In other news (and a blatant burying of the lede): I’m a finalist for the NBC Directing Fellowship. It’s the NBC version of the ABC Fellowship I did a few years back. I’m technically a “finalist” and not a “fellow” because there are five of us and there are two shows they’re trying to put us on, so I’ll find out if I get one of them within the next couple of weeks. But either way – pretty cool, and fingers crossed for the future.

Editing a Memorial

This past week I’ve been mostly working on editing a short montage-style overview of the last two months of Oak Creek and the aftermath. Taking the footage we captured in the week after the gurdwara shooting, combined with interviews of the mayor and police chief, as well as the trip to Washington DC and the hate crimes hearing, we put together an 8-minute film – or glorified recap sort of. We added some news footage to give the piece a broader context.

The idea was to make it part memorial, part recap, and part story of a community rising up from grief. I’ll post the video here next week, but we’re really happy with the way it turned out. We wanted to make sure we included the voices of each of the six victims’ families. A few weeks ago, Jonathan Smith – who went with Valarie to shoot a couple weeks ago – put together a montage on Final Cut Pro how people discovered that day what had happened.

Since I’m editing on Avid Media Composer, he sent the file to me as one long clip, which I imported and put into the sequence myself. The trick was making changes to his edited clip since I didn’t have access to his sequence/timeline. It ended up working out fine, but it’s a tricky workflow, especially for something longer.

I then added a sequence that is similar to the Groundswell video we put together in  August, but changed around and added words and images from the Oak Creek mayor and police chief.

One trick I had to figure out was how to get HD news clips into the edit. Fortunately, I had the foresight to TiVo a lot of the news coverage on August 6 – the day after the shooting – and that following week. Turns out, TiVo has a conversion software system that allows you to take your networked TiVo, select recorded clips, and convert them for play on your desktop or devices. So I did that an imported them into Avid and it works great – just a bit time consuming is all.

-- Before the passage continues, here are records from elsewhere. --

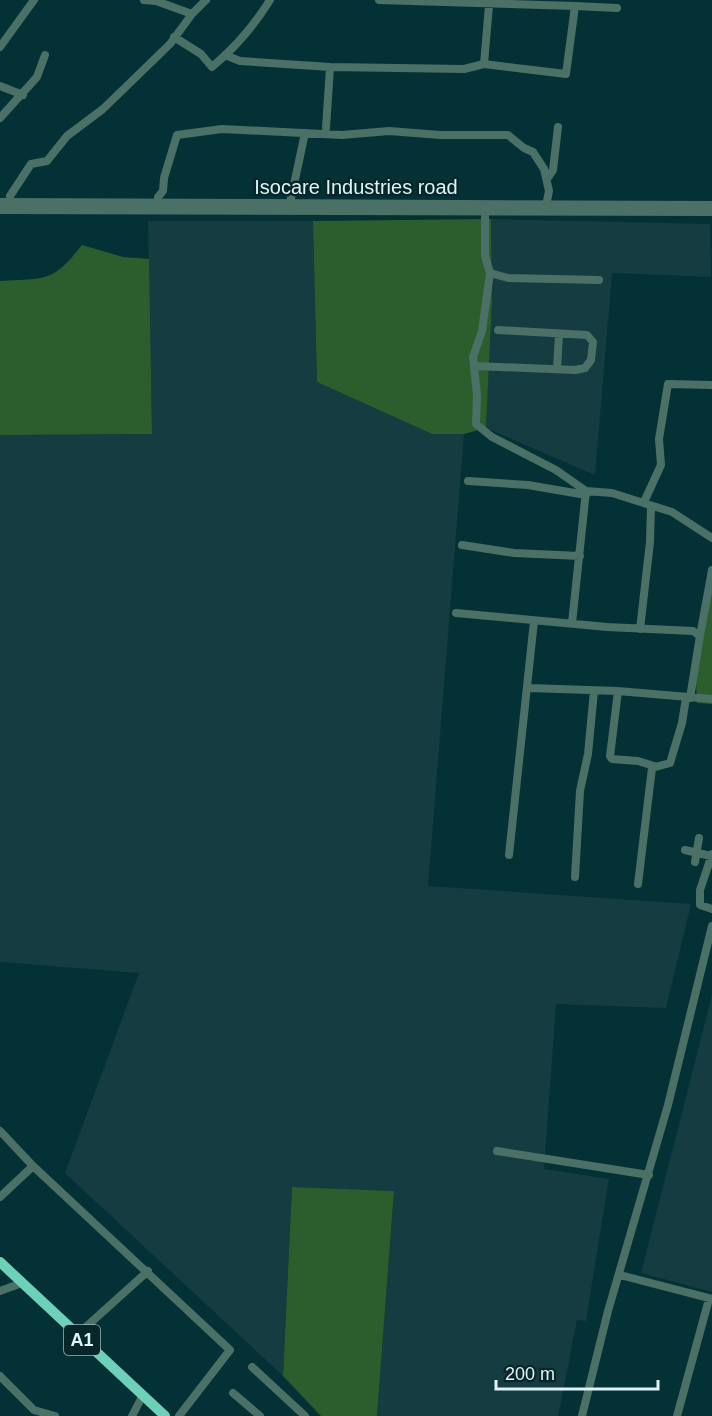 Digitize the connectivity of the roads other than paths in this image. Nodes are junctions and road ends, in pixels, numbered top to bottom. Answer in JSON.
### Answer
{"nodes":[{"id":1,"x":34,"y":0,"type":"edge"},
{"id":2,"x":144,"y":0,"type":"edge"},
{"id":3,"x":206,"y":0,"type":"edge"},
{"id":4,"x":270,"y":0,"type":"edge"},
{"id":5,"x":379,"y":0,"type":"edge"},
{"id":6,"x":489,"y":5,"type":"junction"},
{"id":7,"x":575,"y":6,"type":"junction"},
{"id":8,"x":617,"y":8,"type":"dead end"},
{"id":9,"x":192,"y":14,"type":"junction"},
{"id":10,"x":174,"y":38,"type":"junction"},
{"id":11,"x":0,"y":47,"type":"edge"},
{"id":12,"x":45,"y":55,"type":"dead end"},
{"id":13,"x":225,"y":55,"type":"junction"},
{"id":14,"x":484,"y":64,"type":"junction"},
{"id":15,"x":330,"y":67,"type":"junction"},
{"id":16,"x":0,"y":86,"type":"edge"},
{"id":17,"x":23,"y":94,"type":"junction"},
{"id":18,"x":0,"y":118,"type":"edge"},
{"id":19,"x":558,"y":127,"type":"dead end"},
{"id":20,"x":326,"y":128,"type":"dead end"},
{"id":21,"x":305,"y":133,"type":"junction"},
{"id":22,"x":547,"y":179,"type":"junction"},
{"id":23,"x":0,"y":194,"type":"edge"},
{"id":24,"x":12,"y":199,"type":"junction"},
{"id":25,"x":0,"y":202,"type":"edge"},
{"id":26,"x":158,"y":203,"type":"junction"},
{"id":27,"x":290,"y":203,"type":"junction"},
{"id":28,"x":712,"y":205,"type":"edge"},
{"id":29,"x":139,"y":207,"type":"junction"},
{"id":30,"x":485,"y":207,"type":"junction"},
{"id":31,"x":546,"y":207,"type":"junction"},
{"id":32,"x":0,"y":210,"type":"edge"},
{"id":33,"x":712,"y":212,"type":"edge"},
{"id":34,"x":490,"y":273,"type":"junction"},
{"id":35,"x":598,"y":280,"type":"dead end"},
{"id":36,"x":498,"y":330,"type":"dead end"},
{"id":37,"x":559,"y":334,"type":"junction"},
{"id":38,"x":474,"y":366,"type":"junction"},
{"id":39,"x":557,"y":369,"type":"junction"},
{"id":40,"x":712,"y":384,"type":"edge"},
{"id":41,"x":468,"y":481,"type":"dead end"},
{"id":42,"x":586,"y":493,"type":"junction"},
{"id":43,"x":647,"y":505,"type":"junction"},
{"id":44,"x":712,"y":538,"type":"edge"},
{"id":45,"x":462,"y":545,"type":"dead end"},
{"id":46,"x":580,"y":556,"type":"junction"},
{"id":47,"x":712,"y":570,"type":"edge"},
{"id":48,"x":456,"y":613,"type":"dead end"},
{"id":49,"x":534,"y":621,"type":"junction"},
{"id":50,"x":572,"y":623,"type":"junction"},
{"id":51,"x":640,"y":629,"type":"junction"},
{"id":52,"x":700,"y":636,"type":"junction"},
{"id":53,"x":529,"y":688,"type":"junction"},
{"id":54,"x":594,"y":691,"type":"junction"},
{"id":55,"x":618,"y":691,"type":"junction"},
{"id":56,"x":688,"y":698,"type":"junction"},
{"id":57,"x":712,"y":699,"type":"edge"},
{"id":58,"x":654,"y":766,"type":"junction"},
{"id":59,"x":699,"y":838,"type":"dead end"},
{"id":60,"x":685,"y":850,"type":"dead end"},
{"id":61,"x":696,"y":853,"type":"junction"},
{"id":62,"x":509,"y":855,"type":"dead end"},
{"id":63,"x":712,"y":855,"type":"edge"},
{"id":64,"x":696,"y":862,"type":"dead end"},
{"id":65,"x":575,"y":878,"type":"dead end"},
{"id":66,"x":638,"y":884,"type":"dead end"},
{"id":67,"x":712,"y":909,"type":"edge"},
{"id":68,"x":712,"y":926,"type":"edge"},
{"id":69,"x":0,"y":1131,"type":"edge"},
{"id":70,"x":497,"y":1151,"type":"dead end"},
{"id":71,"x":33,"y":1166,"type":"junction"},
{"id":72,"x":649,"y":1175,"type":"junction"},
{"id":73,"x":0,"y":1197,"type":"edge"},
{"id":74,"x":0,"y":1262,"type":"edge"},
{"id":75,"x":148,"y":1271,"type":"junction"},
{"id":76,"x":620,"y":1275,"type":"junction"},
{"id":77,"x":22,"y":1283,"type":"junction"},
{"id":78,"x":0,"y":1292,"type":"edge"},
{"id":79,"x":711,"y":1299,"type":"edge"},
{"id":80,"x":77,"y":1335,"type":"junction"},
{"id":81,"x":252,"y":1367,"type":"dead end"},
{"id":82,"x":0,"y":1376,"type":"edge"},
{"id":83,"x":233,"y":1393,"type":"dead end"},
{"id":84,"x":143,"y":1395,"type":"junction"},
{"id":85,"x":55,"y":1416,"type":"edge"},
{"id":86,"x":132,"y":1416,"type":"edge"},
{"id":87,"x":165,"y":1416,"type":"edge"},
{"id":88,"x":179,"y":1416,"type":"edge"},
{"id":89,"x":260,"y":1416,"type":"edge"},
{"id":90,"x":305,"y":1416,"type":"edge"},
{"id":91,"x":582,"y":1416,"type":"edge"},
{"id":92,"x":677,"y":1416,"type":"edge"}],
"edges":[{"from":1,"to":11,"type":"street"},
{"from":2,"to":9,"type":"street"},
{"from":3,"to":9,"type":"street"},
{"from":4,"to":13,"type":"street"},
{"from":5,"to":6,"type":"street"},
{"from":6,"to":7,"type":"street"},
{"from":6,"to":14,"type":"street"},
{"from":7,"to":8,"type":"street"},
{"from":7,"to":14,"type":"street"},
{"from":9,"to":10,"type":"street"},
{"from":10,"to":13,"type":"street"},
{"from":10,"to":24,"type":"street"},
{"from":12,"to":17,"type":"street"},
{"from":13,"to":15,"type":"street"},
{"from":14,"to":15,"type":"street"},
{"from":15,"to":20,"type":"street"},
{"from":16,"to":17,"type":"street"},
{"from":17,"to":18,"type":"street"},
{"from":19,"to":22,"type":"street"},
{"from":21,"to":22,"type":"street"},
{"from":21,"to":26,"type":"street"},
{"from":21,"to":27,"type":"street"},
{"from":22,"to":31,"type":"street"},
{"from":23,"to":24,"type":"street"},
{"from":24,"to":25,"type":"street","name":"Isocare Industries road"},
{"from":24,"to":29,"type":"street","name":"Isocare Industries road"},
{"from":26,"to":27,"type":"street","name":"Isocare Industries road"},
{"from":26,"to":29,"type":"street","name":"Isocare Industries road"},
{"from":27,"to":30,"type":"street","name":"Isocare Industries road"},
{"from":28,"to":31,"type":"street","name":"Isocare Industries road"},
{"from":29,"to":30,"type":"street","name":"Isocare Industries road"},
{"from":29,"to":32,"type":"street","name":"Isocare Industries road"},
{"from":30,"to":31,"type":"street","name":"Isocare Industries road"},
{"from":30,"to":34,"type":"street"},
{"from":31,"to":33,"type":"street","name":"Isocare Industries road"},
{"from":34,"to":35,"type":"street"},
{"from":34,"to":38,"type":"street"},
{"from":36,"to":37,"type":"street"},
{"from":37,"to":39,"type":"street"},
{"from":37,"to":39,"type":"street"},
{"from":38,"to":39,"type":"street"},
{"from":38,"to":42,"type":"street"},
{"from":40,"to":43,"type":"street"},
{"from":41,"to":42,"type":"street"},
{"from":42,"to":43,"type":"street"},
{"from":42,"to":46,"type":"street"},
{"from":43,"to":44,"type":"street"},
{"from":43,"to":51,"type":"street"},
{"from":45,"to":46,"type":"street"},
{"from":46,"to":50,"type":"street"},
{"from":47,"to":52,"type":"street"},
{"from":48,"to":49,"type":"street"},
{"from":49,"to":50,"type":"street"},
{"from":49,"to":53,"type":"street"},
{"from":50,"to":51,"type":"street"},
{"from":51,"to":52,"type":"street"},
{"from":52,"to":56,"type":"street"},
{"from":53,"to":54,"type":"street"},
{"from":53,"to":62,"type":"street"},
{"from":54,"to":55,"type":"street"},
{"from":54,"to":65,"type":"street"},
{"from":55,"to":56,"type":"street"},
{"from":55,"to":58,"type":"street"},
{"from":56,"to":57,"type":"street"},
{"from":56,"to":58,"type":"street"},
{"from":58,"to":66,"type":"street"},
{"from":59,"to":61,"type":"street"},
{"from":60,"to":61,"type":"street"},
{"from":61,"to":63,"type":"street"},
{"from":61,"to":64,"type":"street"},
{"from":63,"to":67,"type":"street"},
{"from":68,"to":72,"type":"street"},
{"from":69,"to":71,"type":"street"},
{"from":70,"to":72,"type":"street"},
{"from":71,"to":73,"type":"street"},
{"from":71,"to":75,"type":"street"},
{"from":72,"to":76,"type":"street"},
{"from":74,"to":77,"type":"highway","number":"A1"},
{"from":75,"to":80,"type":"street"},
{"from":75,"to":88,"type":"street"},
{"from":76,"to":79,"type":"street"},
{"from":76,"to":91,"type":"street"},
{"from":77,"to":78,"type":"street"},
{"from":77,"to":80,"type":"highway","number":"A1"},
{"from":79,"to":92,"type":"street"},
{"from":80,"to":84,"type":"highway","number":"A1"},
{"from":81,"to":90,"type":"street"},
{"from":82,"to":85,"type":"street"},
{"from":83,"to":89,"type":"street"},
{"from":84,"to":86,"type":"street"},
{"from":84,"to":87,"type":"highway","number":"A1"}]}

So we put together a pretty good sequence that we’re going to show tomorrow, Saturday Oct. 6, at the Sikh American Legal Defense and Education Fund National Gala. SALDEF and The Sikh Coalition have been on the forefront of fighting the good fight for the Sikh community for more than a decade now, and have done some amazing things. The dinner (where Valarie is also receiving an award) is in Washington tomorrow and members of the Oak Creek Sikh community will be there as well. I hope we did them and their experience justice with what we’ve put together.